LAHORE: Rejecting the withdrawal of zero sales tax rating facility for different export-oriented sectors through the so-called mini-budget, businessmen have cautioned those at the helm of affairs that the step will negatively impact the national exports.

Through the mini-budget (Supplementary Finance Bill), the government has proposed to withdraw zero rating sales tax facility for exported goods without considering the far-reaching implications it will cause to the national foreign exchange earnings, says Rice Exporters Association of Pakistan chairman Ali Hussam Asghar.

In a communiqué sent to Senate chairman Sadiq Sanjrani, National Assembly Standing Committee on Finance & Revenue chairman Faizullah, Finance Minister Shaukat Tarin, Commerce Secretary Sualeh Ahmed Faruqui, Federal Board of Revenue chairman Ashfaq Ahmed, and Commerce Ministry’s Director-General Agro Kausar Zaidi, Mr Asghar says: ‘This withdrawal [sales tax input/adjustment facility] will have a devastating implication on exported goods mentioned in serial number 9 of the fifth schedule of the sales tax act, 1990.”

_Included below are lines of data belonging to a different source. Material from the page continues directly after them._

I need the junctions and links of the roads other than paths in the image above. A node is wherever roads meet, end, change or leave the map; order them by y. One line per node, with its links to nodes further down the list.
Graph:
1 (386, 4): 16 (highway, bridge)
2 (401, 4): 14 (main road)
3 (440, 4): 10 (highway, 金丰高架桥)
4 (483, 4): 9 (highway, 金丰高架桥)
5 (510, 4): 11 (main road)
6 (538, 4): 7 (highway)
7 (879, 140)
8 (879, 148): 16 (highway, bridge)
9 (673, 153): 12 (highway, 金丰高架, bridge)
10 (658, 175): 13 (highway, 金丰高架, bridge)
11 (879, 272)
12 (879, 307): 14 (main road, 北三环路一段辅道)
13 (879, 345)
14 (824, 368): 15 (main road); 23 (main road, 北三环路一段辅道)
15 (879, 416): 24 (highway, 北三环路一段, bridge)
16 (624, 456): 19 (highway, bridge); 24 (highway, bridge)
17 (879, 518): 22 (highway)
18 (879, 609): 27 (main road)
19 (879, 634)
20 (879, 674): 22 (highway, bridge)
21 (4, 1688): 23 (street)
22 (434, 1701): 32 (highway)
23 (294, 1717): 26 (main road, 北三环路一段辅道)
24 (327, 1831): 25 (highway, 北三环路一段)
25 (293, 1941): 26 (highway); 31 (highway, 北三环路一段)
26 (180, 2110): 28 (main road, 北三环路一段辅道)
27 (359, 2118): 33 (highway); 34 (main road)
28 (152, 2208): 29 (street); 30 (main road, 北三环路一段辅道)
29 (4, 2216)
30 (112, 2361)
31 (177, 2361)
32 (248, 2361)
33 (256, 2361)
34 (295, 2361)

It seems that the proposal to omit serial number 9 of the fifth schedule has been made without considering its far-reaching implications as now only those goods will be exempted from sales tax if exported by a manufacturer, he says, pointing out that producers of agricultural products are rarely in the export business.

That means the tax exemption will stand practically withdrawn for exports of agricultural produce making the local farm products uncompetitive in the international markets, the Reap chief says.

“Rice is one of the sales tax exempt items having star export performance as during the last 5 years, the export volume of this agro-based industry remains over US $ 2 billion.

“The withdrawal of sales tax input adjustment/refund may significantly increase the cost of doing business in this sector. You may well be aware of the fact that Pakistan had cutthroat competition in this segment with regional countries, particularly India. From biryani to pulao, Pakistan and India’s shared culinary landscape is defined by basmati, distinctive long-grain rice now at the centre of the latest tussle between the bitter rivals. India has applied for an exclusive trademark that would grant it sole ownership of the basmati title in the European Union, setting off a dispute that could deal a major blow to Pakistan’s position in a vital export market.

“India is the largest rice exporter in the world, netting $6.8bn in annual earnings, with Pakistan in fourth position at $2.2bn, according to the United Nations,” Mr Asghar says in the letter. He maintains that it is quite clear that any change in the landscape of the country’s policy in the export sensitive items may backfire and hamper exports, already lagging far behind its potential. “The country is already facing a serious current account deficit and any threat to its exports may be fatal for the economy,” he warns.

“We understand, while extending this proposed amendment, the FBR and relevant authorities failed to appreciate the above-mentioned economic implications and challenges, since we have not seen any revenue impact shared by the FBR on account of this proposed amendment,” he adds, requesting that the proposed amendment should be revisited to ensure export performance and growth of this segment in the larger national interest.